• **What this task involves**
A single number is expected: the count of lines in the records below that contain "roads".

[Saved data entries]
====

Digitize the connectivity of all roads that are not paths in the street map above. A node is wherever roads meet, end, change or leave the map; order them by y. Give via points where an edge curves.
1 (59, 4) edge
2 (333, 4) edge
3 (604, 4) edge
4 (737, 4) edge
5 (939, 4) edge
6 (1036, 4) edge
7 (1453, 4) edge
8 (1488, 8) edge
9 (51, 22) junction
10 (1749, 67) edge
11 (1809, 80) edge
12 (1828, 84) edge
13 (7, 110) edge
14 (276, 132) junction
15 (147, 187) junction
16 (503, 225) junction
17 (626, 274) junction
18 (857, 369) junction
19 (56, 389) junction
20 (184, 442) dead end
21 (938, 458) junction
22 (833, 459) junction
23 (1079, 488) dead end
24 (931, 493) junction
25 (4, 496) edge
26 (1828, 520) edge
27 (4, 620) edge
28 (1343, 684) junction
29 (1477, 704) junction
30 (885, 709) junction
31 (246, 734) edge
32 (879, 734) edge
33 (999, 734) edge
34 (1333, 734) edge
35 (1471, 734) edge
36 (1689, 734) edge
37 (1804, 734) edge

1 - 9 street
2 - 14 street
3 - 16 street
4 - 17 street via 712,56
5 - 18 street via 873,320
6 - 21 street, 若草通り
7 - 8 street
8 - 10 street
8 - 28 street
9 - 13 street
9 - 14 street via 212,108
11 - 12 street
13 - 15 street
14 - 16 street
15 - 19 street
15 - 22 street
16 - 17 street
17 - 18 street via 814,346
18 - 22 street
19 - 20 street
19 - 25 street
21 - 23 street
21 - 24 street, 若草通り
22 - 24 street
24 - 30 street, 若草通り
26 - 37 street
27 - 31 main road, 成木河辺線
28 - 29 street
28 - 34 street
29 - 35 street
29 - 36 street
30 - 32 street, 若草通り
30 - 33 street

====

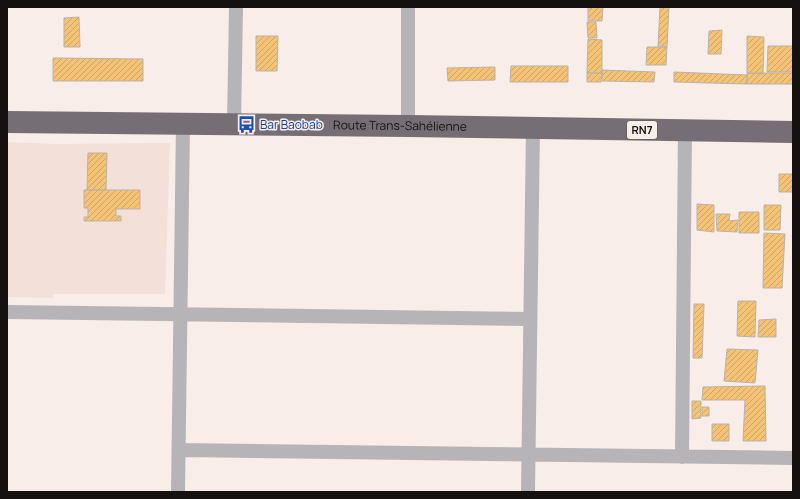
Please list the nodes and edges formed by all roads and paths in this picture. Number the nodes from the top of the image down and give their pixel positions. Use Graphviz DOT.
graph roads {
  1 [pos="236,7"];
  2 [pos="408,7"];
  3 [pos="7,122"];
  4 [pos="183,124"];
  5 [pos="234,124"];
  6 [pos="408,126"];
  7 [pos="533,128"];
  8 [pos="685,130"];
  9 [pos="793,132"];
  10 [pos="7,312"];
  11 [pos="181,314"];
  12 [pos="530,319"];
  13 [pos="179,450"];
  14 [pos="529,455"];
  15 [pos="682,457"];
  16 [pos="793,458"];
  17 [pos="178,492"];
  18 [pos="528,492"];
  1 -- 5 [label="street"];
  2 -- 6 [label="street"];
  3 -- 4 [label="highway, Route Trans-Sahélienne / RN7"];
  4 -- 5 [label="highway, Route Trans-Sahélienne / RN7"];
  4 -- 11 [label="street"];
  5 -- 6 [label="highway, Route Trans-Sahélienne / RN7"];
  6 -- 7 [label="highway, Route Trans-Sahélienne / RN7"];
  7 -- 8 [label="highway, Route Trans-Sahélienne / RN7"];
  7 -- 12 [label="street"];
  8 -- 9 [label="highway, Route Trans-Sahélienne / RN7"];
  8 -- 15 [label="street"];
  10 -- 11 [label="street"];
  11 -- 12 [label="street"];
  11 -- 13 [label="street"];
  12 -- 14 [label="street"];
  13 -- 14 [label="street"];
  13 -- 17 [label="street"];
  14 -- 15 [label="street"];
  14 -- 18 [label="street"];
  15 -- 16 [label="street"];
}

====

• **Completed task**
3